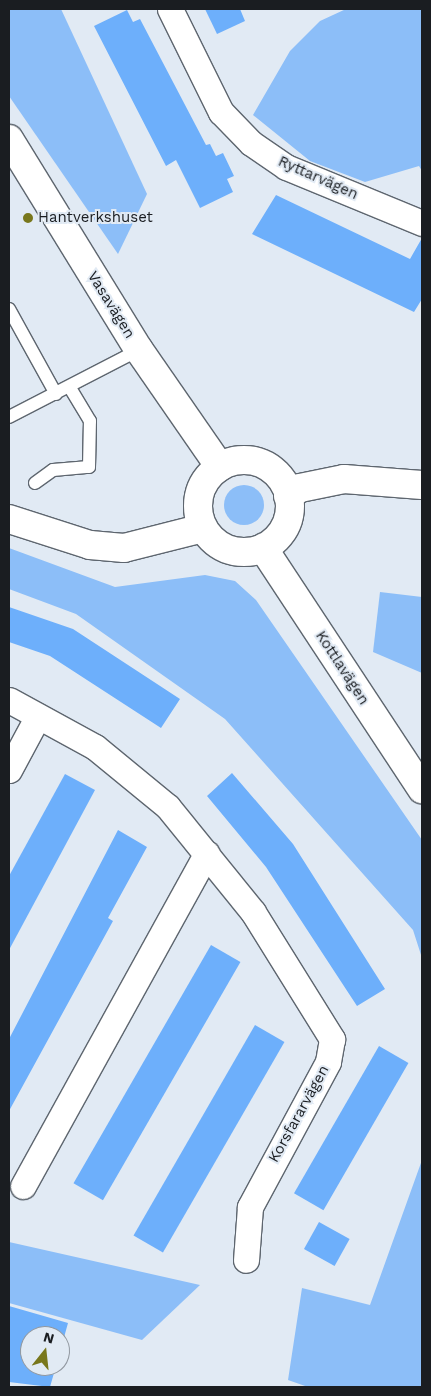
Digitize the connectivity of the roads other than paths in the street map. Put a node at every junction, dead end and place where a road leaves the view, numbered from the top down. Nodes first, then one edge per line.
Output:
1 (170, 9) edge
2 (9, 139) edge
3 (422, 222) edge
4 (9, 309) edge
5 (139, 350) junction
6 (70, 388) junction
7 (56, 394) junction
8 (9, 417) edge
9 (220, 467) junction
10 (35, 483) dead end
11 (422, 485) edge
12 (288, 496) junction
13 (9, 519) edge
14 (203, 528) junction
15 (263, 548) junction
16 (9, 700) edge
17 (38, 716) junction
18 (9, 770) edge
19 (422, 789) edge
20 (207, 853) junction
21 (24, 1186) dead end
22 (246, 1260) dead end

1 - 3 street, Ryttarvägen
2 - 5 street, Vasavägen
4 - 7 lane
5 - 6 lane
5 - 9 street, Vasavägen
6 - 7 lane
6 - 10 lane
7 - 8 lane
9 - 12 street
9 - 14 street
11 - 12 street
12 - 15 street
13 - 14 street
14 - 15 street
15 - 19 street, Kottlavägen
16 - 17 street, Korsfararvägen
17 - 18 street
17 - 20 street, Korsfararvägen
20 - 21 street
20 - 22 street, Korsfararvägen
━━━━━━━━━━━━━━━━
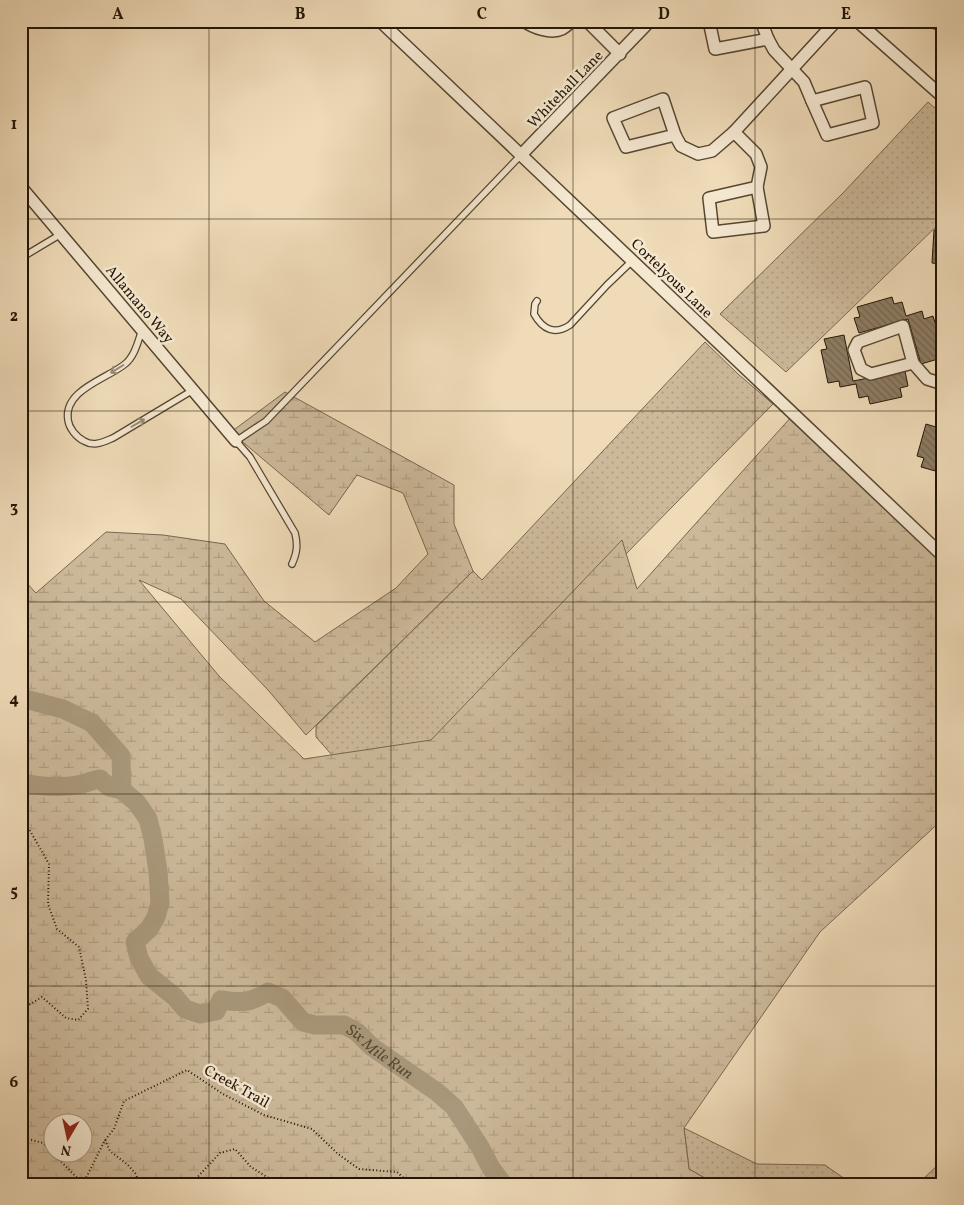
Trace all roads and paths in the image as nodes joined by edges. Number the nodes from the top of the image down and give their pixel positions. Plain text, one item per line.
━━━━━━━━━━━━━━━━
* [What the task asks]: Search the records for the word "from", then list every line that has it.

* [Response to this task]:
Digitize the connectivity of the roads other than paths in the street map. Put a node at every junction, dead end and place where a road leaves the view, numbered from the top down. Nodes first, then one edge per line.
Trace all roads and paths in the image as nodes joined by edges. Number the nodes from the top of the image down and give their pixel positions. Plain text, one item per line.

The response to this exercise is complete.